EIGENTLICH ERSTAUNLICH, welchen Wirbel ein Zitat auslösen kann, das bei genauerem Hinsehen eine Selbstverständlichkeit benennt. Dass es auch in Deutschland "latenten Rassismus in den Reihen der Sicherheitskräfte" gebe, hatte SPD-Chefin Saskia Esken Anfang Juni den Zeitungen der Funke Mediengruppe gesagt – und erntete dafür so heftige Proteste, dass sie sich Tage später gezwungen sah klarzustellen: Es sei nicht ihre Absicht gewesen, die Polizeibeamten "unter Generalverdacht" zu stellen.

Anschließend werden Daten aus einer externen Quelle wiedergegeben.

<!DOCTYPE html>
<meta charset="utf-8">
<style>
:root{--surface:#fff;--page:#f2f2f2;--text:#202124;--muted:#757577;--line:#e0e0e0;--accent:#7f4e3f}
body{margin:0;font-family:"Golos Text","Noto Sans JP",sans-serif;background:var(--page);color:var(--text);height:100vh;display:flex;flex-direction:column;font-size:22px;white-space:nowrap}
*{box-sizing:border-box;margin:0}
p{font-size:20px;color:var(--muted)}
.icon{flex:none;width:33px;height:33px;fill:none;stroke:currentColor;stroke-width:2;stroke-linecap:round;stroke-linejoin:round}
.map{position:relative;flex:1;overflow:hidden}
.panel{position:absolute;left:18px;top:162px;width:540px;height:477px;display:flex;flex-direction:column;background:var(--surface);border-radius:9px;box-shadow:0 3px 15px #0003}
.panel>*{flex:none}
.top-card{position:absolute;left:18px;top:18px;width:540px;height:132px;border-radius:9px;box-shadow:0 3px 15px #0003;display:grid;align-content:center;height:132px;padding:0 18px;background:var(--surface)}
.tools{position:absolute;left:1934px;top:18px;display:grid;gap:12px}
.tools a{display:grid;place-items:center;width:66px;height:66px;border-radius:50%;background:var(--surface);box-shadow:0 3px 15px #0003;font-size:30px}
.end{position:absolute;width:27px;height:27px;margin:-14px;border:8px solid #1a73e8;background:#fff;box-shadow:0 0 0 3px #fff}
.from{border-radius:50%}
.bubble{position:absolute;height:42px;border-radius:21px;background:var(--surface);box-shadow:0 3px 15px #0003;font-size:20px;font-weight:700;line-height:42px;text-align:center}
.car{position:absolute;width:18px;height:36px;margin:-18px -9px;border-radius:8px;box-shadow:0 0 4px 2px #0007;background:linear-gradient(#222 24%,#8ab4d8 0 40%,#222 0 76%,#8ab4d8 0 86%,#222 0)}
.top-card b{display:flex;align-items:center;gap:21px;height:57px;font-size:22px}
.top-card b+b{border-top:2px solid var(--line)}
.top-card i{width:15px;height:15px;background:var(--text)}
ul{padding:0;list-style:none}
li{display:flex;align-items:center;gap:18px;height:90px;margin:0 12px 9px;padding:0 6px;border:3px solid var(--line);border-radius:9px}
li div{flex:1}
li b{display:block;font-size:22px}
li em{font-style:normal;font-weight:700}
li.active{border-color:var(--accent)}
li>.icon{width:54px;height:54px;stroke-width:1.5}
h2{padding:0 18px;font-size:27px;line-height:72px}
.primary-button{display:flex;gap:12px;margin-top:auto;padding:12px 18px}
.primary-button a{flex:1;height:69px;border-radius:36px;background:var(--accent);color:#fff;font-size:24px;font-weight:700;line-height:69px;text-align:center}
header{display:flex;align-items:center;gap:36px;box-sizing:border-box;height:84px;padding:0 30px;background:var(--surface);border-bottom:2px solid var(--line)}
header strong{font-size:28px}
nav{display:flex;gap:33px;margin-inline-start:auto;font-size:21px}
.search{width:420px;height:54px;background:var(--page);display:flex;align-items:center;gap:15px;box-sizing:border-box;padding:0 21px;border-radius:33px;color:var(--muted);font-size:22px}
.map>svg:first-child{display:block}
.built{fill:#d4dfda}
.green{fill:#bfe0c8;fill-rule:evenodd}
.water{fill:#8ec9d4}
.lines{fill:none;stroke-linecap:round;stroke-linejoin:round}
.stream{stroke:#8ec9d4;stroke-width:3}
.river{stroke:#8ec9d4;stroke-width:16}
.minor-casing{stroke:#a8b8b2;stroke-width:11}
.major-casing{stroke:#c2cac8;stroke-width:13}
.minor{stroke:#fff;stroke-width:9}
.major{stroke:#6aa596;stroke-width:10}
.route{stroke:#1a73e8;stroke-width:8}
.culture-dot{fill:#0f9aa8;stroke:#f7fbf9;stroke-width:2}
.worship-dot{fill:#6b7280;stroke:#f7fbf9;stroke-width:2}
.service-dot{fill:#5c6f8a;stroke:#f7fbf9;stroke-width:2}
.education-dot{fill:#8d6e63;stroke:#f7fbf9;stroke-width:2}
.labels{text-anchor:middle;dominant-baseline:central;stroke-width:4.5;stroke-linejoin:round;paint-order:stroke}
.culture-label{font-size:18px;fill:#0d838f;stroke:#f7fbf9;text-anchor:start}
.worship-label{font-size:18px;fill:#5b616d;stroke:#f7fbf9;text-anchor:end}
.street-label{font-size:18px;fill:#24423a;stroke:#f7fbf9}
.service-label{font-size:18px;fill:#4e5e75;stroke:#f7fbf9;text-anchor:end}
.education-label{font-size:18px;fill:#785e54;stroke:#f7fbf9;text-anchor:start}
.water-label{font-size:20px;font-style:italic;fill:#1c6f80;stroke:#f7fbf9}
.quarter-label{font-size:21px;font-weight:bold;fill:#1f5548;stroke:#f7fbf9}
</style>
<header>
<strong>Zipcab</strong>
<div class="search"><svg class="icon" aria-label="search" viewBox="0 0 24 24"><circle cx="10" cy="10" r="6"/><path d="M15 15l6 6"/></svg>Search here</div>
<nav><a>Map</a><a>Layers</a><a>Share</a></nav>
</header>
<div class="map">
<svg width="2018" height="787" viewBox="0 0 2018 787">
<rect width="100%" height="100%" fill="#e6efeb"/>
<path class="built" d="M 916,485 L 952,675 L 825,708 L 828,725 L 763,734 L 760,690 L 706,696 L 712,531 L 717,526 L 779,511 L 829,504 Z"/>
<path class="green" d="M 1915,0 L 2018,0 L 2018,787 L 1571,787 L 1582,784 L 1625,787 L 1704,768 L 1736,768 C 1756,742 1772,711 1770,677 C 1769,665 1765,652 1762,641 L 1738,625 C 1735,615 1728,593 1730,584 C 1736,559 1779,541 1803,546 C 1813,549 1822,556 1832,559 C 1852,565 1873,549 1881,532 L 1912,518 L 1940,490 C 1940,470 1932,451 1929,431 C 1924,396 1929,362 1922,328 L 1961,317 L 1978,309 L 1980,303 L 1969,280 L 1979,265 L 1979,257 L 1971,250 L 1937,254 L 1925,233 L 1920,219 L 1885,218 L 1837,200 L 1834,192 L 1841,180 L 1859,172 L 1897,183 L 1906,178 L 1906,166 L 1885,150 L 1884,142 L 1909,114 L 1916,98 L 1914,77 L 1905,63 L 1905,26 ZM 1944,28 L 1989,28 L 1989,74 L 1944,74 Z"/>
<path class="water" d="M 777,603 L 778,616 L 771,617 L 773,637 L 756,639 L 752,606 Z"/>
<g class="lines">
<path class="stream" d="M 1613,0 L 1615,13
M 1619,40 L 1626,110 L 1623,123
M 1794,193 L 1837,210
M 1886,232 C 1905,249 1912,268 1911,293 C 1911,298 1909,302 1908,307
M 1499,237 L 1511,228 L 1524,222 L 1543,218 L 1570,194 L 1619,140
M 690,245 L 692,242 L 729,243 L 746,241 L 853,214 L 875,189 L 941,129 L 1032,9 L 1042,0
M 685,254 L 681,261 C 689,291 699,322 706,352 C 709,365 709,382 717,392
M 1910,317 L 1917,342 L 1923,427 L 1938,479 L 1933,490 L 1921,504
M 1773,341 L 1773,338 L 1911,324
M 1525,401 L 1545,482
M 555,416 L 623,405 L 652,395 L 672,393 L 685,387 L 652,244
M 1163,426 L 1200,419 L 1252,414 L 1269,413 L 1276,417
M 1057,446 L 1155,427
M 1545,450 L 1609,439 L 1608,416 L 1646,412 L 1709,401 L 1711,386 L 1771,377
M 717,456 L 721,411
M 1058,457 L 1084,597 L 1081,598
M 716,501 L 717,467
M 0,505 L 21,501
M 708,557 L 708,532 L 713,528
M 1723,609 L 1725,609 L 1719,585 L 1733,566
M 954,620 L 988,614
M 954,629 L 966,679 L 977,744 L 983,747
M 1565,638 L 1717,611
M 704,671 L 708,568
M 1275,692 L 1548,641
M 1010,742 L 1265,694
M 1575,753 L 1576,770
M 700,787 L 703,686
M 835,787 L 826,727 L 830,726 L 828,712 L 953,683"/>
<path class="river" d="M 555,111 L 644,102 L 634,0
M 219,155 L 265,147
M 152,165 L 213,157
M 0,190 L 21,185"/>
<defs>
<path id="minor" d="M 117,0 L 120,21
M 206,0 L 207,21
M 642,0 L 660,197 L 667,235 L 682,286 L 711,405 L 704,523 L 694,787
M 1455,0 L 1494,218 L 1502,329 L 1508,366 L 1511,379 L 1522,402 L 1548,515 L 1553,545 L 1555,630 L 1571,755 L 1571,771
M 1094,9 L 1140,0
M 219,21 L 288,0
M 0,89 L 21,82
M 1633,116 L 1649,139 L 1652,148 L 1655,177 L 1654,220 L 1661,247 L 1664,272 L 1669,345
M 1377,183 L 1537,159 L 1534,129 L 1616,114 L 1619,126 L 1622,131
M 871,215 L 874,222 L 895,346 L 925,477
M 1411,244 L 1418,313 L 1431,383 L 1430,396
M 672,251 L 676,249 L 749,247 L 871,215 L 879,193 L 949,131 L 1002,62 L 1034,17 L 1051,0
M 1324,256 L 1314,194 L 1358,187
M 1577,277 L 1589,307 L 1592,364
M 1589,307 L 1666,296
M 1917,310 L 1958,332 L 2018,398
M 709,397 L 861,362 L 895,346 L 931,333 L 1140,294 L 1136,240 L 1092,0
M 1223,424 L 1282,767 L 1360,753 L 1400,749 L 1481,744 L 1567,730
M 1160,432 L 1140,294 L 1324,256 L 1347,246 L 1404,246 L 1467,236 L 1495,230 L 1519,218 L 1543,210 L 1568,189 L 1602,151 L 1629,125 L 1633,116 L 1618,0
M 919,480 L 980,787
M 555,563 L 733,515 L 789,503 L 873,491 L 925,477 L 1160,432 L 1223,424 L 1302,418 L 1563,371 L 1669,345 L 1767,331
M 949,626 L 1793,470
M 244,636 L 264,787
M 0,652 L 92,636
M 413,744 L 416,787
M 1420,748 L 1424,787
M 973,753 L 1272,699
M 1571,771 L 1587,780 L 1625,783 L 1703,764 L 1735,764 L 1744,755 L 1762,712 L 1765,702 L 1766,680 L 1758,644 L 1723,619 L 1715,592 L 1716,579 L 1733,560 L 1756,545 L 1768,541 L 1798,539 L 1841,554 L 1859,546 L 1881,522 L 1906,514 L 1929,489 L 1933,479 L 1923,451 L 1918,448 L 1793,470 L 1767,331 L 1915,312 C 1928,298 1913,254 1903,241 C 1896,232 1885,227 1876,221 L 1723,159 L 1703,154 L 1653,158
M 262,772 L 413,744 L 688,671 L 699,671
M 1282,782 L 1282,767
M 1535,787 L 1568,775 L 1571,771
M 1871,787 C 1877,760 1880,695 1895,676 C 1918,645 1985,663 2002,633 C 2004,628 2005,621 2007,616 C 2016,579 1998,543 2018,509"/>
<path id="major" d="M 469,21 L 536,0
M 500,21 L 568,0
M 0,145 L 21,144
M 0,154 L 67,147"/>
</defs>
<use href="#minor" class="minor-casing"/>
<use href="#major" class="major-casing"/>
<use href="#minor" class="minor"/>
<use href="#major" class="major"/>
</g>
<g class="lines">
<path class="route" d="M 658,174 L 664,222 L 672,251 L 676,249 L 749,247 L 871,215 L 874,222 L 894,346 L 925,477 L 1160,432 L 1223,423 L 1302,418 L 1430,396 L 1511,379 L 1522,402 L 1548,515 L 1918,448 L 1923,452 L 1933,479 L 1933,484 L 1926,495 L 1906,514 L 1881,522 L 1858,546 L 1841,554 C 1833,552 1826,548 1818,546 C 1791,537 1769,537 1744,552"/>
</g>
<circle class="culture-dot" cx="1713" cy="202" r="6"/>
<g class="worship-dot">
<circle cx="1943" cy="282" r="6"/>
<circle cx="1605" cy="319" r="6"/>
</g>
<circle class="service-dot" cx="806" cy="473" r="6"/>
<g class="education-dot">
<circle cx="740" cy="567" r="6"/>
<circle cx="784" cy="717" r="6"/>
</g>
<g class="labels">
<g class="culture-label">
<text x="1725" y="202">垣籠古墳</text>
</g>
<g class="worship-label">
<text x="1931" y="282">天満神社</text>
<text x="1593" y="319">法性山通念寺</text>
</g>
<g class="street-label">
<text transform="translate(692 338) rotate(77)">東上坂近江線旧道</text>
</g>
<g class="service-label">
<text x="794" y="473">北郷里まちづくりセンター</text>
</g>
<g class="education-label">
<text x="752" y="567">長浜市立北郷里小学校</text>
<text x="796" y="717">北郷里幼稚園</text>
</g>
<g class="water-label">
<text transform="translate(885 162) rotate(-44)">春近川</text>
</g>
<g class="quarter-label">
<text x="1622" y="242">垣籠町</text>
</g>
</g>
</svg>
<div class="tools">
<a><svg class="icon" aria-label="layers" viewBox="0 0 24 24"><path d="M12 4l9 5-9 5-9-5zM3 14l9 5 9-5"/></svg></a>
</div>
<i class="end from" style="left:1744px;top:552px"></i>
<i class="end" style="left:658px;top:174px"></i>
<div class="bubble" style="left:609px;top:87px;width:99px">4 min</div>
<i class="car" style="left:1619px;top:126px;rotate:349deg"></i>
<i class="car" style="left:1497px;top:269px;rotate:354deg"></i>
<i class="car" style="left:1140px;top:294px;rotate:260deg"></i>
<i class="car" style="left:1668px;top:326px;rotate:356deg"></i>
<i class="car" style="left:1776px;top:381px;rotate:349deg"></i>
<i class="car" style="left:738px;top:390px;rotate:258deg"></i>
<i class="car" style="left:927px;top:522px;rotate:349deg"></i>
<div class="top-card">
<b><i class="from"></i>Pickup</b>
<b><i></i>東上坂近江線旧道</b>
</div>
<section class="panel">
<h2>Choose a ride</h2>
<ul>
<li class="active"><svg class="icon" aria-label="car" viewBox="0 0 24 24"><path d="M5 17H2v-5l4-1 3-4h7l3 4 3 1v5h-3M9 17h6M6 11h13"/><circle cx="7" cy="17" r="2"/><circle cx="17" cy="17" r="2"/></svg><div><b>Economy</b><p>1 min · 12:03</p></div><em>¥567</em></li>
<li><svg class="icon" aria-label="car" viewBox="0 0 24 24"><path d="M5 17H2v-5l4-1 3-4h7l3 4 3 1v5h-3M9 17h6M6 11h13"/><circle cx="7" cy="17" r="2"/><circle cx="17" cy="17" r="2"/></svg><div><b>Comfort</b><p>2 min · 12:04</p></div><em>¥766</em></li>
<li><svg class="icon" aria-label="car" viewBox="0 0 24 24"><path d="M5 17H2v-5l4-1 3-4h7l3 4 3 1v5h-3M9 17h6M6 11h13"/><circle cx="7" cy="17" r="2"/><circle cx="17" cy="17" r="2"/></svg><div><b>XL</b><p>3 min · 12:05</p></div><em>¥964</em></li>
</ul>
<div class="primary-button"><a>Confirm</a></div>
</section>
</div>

Dabei hatte Esken das gar nicht getan. Sie hatte nie behauptet, dass alle Polizisten oder auch nur die Mehrheit der Beamten Rassisten seien. Das Erschreckende ist: Käme jemand daher und würde verkünden, dass es keinerlei Rassismus in den Reihen der Sicherheitskräfte gebe, würde er damit vermutlich weniger Entrüstung verursachen als Esken mit ihrem Satz. Und das ist das eigentliche Problem.
Anstatt auf die #BlackLivesMatter-Proteste in den USA wie auf Ereignisse von einem anderen Stern zu schauen, stünde es nicht nur der Polizei, sondern auch anderen gesellschaftlichen Institutionen hierzulande gut an, die eigenen Vorurteile und etablierten Benachteiligungsmechanismen offensiv zu hinterfragen. Denn natürlich gibt es sie, weil es sie in unserer Gesellschaft gibt. Es gibt sie auch an den Hochschulen. Und womöglich sind sie dort sogar ausgeprägter als in manchen anderen Ländern.
Rund 95 Prozent der Hochschulrektoren
haben einen deutschen Pass
Ein paar Zahlen: 79 Prozent der Fachhochschulrektoren und 76 Prozent der Unipräsidenten waren laut Erhebungen Centrums für Hochschulentwicklung (CHE) 2019 männlich. Rund 95 Prozent hatten einen deutschen Pass. Und wer einmal auf einer Versammlung der Hochschulrektorenkonferenz war, der weiß: Menschen mit Zuwanderungsgeschichte begegnen einem dort fast nur beim Geschirrabräumen.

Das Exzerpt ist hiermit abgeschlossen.